- **What you will do**
In the entries that follow, how many lines hold "Schuttersweg"? Nothing but the number is expected.

Segment Start: Material for this exercise

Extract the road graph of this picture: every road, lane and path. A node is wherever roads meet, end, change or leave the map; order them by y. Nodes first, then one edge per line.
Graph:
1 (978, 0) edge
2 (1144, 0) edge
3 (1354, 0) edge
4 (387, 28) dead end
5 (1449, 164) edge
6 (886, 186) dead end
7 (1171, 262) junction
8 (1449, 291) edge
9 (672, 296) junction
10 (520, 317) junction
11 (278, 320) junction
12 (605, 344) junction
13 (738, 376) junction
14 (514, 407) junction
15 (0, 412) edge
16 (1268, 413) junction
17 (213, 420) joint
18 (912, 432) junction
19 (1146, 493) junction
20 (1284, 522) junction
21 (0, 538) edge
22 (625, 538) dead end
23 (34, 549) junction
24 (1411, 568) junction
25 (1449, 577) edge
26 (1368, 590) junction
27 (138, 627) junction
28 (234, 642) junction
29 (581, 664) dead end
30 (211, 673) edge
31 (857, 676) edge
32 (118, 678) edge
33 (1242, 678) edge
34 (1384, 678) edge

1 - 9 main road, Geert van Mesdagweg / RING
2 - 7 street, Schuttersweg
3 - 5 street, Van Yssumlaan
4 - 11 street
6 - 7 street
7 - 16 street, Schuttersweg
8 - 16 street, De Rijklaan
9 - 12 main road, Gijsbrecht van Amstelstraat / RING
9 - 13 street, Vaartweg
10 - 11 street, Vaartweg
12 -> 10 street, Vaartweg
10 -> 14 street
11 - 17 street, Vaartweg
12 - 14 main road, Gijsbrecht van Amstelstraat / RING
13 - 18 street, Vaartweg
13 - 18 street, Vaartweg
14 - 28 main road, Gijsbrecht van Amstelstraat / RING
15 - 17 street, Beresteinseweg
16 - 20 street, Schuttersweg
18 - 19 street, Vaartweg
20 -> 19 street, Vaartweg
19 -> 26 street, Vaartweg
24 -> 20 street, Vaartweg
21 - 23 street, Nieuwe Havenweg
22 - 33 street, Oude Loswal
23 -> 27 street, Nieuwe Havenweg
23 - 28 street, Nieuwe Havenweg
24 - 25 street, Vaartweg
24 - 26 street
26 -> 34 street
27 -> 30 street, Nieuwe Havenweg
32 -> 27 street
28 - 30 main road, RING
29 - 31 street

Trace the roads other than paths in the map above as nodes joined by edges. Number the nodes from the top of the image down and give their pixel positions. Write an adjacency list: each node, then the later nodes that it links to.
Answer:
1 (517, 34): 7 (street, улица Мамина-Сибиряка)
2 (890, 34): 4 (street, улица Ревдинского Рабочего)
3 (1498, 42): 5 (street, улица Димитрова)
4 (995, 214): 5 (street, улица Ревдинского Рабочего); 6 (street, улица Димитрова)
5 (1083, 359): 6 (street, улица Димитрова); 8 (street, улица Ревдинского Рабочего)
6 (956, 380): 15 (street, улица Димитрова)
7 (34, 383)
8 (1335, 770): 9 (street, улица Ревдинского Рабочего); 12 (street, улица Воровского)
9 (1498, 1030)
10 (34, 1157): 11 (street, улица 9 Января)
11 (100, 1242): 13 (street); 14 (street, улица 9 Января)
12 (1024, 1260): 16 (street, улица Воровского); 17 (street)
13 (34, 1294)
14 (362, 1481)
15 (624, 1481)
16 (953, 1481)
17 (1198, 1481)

Segment End: Material for this exercise

- **Solution**
3